ControlVP: Interactive Geometric Refinement of AI-Generated Images with Consistent Vanishing Points
Ryota Okumura, Kaede Shiohara, Toshihiko Yamasaki
TL;DR
ControlVP addresses vanishing point inconsistencies in AI-generated architectural images by enabling user-guided refinements. It extends a pre-trained diffusion model with a ControlNet-like conditioning on user-drawn building outlines and introduces a Vanishing Point Loss to enforce edge alignment with perspective cues. The approach uses an inpainting-based VP correction process, a dedicated dataset of VP inconsistencies, and extensive ablations showing improved VP accuracy while preserving perceptual quality. The work demonstrates practical potential for geometry-aware editing and downstream tasks like image-to-3D reconstruction, with an accessible GUI and publicly released code.
Abstract
Recent text-to-image models, such as Stable Diffusion, have achieved impressive visual quality, yet they often suffer from geometric inconsistencies that undermine the structural realism of generated scenes. One prominent issue is vanishing point inconsistency, where projections of parallel lines fail to converge correctly in 2D space.

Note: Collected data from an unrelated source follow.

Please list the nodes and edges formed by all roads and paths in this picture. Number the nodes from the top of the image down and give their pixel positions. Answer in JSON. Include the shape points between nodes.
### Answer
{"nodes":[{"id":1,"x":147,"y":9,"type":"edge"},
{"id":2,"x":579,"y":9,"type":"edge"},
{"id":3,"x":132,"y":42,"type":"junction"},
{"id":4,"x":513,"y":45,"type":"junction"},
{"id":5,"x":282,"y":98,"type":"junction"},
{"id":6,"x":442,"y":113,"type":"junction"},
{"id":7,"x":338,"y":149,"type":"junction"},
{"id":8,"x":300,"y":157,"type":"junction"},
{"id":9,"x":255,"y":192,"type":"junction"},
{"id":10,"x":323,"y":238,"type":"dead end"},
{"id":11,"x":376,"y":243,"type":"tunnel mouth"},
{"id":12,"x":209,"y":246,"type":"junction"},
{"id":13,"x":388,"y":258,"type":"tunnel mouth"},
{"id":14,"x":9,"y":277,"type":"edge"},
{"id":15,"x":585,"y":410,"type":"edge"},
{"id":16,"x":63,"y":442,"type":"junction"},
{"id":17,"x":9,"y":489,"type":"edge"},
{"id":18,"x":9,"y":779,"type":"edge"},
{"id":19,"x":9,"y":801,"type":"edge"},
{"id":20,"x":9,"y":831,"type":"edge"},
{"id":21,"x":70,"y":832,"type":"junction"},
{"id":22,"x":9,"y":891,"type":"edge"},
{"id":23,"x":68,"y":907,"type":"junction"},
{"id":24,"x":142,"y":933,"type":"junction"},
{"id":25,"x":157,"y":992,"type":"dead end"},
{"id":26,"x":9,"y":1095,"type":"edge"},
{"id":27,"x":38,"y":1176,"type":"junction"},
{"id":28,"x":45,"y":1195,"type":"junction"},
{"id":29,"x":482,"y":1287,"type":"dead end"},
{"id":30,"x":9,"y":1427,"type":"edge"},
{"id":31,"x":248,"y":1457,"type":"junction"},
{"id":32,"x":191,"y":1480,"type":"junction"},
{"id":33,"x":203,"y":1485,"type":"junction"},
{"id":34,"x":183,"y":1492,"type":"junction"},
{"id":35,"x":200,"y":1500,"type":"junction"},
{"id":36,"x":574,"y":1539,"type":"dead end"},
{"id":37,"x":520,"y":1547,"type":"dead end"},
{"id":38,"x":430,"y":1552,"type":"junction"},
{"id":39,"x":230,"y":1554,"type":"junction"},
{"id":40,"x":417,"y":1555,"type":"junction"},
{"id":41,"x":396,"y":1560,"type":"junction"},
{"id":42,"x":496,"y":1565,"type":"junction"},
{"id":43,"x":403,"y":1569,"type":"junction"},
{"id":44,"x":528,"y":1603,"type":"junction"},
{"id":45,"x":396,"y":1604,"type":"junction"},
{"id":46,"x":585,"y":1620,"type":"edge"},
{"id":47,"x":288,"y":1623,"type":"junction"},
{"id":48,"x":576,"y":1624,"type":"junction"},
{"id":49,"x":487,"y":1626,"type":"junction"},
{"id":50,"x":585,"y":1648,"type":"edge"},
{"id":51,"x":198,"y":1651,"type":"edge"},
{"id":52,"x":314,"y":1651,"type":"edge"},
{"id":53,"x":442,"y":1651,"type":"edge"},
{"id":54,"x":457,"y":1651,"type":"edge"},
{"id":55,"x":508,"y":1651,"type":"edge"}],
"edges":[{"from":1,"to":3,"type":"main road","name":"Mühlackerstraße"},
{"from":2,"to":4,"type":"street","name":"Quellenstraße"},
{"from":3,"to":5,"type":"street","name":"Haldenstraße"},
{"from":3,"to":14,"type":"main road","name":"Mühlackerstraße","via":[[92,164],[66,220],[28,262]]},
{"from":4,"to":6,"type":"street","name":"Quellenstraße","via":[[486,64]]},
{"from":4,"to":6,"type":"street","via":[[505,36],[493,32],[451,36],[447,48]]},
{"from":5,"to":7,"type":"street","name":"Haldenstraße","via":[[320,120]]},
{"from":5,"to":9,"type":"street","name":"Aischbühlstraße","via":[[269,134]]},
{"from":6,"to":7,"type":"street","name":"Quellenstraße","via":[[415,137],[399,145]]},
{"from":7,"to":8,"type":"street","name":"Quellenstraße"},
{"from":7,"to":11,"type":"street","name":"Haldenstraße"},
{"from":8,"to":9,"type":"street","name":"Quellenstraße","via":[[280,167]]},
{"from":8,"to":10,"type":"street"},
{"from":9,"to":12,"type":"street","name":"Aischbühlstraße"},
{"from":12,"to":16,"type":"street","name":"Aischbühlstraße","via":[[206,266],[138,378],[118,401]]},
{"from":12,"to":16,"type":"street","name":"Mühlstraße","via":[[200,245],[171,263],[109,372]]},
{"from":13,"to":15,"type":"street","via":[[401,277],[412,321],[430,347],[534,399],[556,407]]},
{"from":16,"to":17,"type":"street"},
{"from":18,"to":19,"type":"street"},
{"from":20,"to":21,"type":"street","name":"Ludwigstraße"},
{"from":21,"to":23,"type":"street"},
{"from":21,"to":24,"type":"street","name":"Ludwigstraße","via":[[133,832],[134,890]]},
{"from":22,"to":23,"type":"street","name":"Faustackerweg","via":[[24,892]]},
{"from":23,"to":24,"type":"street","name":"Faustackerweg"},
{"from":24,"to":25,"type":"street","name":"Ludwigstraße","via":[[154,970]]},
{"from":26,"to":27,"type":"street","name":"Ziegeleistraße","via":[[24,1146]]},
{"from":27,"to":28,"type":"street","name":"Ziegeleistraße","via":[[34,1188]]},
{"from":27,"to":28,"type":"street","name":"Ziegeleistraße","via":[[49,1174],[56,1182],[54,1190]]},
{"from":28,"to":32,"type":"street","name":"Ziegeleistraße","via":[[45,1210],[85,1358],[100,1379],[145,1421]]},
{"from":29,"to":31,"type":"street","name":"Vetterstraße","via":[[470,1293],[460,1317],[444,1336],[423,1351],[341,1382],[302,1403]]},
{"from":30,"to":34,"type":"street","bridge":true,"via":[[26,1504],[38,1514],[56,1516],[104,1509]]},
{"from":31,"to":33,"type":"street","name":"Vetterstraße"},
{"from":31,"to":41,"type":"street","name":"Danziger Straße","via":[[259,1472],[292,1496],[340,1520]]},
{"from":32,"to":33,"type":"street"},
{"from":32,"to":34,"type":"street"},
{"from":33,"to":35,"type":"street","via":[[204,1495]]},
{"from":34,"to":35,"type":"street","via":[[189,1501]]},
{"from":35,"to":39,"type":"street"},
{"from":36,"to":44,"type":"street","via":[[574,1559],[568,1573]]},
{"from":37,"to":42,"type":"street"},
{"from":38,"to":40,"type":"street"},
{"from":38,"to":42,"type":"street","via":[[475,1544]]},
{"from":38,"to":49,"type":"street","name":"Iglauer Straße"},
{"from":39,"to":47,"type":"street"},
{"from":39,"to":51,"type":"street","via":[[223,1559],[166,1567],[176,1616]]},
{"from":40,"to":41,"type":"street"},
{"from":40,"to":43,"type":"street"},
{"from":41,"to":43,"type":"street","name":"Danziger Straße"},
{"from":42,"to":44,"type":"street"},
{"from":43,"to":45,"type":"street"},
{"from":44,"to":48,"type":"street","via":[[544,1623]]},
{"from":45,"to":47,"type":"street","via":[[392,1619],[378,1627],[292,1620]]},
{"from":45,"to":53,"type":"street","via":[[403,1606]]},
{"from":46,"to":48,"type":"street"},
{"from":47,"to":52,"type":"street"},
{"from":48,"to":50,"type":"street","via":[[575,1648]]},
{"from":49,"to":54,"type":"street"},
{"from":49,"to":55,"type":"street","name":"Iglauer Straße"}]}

This leads to structurally implausible geometry that degrades spatial realism, especially in architectural scenes. We propose ControlVP, a user-guided framework for correcting vanishing point inconsistencies in generated images. Our approach extends a pre-trained diffusion model by incorporating structural guidance derived from building contours. We also introduce geometric constraints that explicitly encourage alignment between image edges and perspective cues. Our method enhances global geometric consistency while maintaining visual fidelity comparable to the baselines. This capability is particularly valuable for applications that require accurate spatial structure, such as image-to-3D reconstruction. The dataset and source code are available at https://github.com/RyotaOkumura/ControlVP .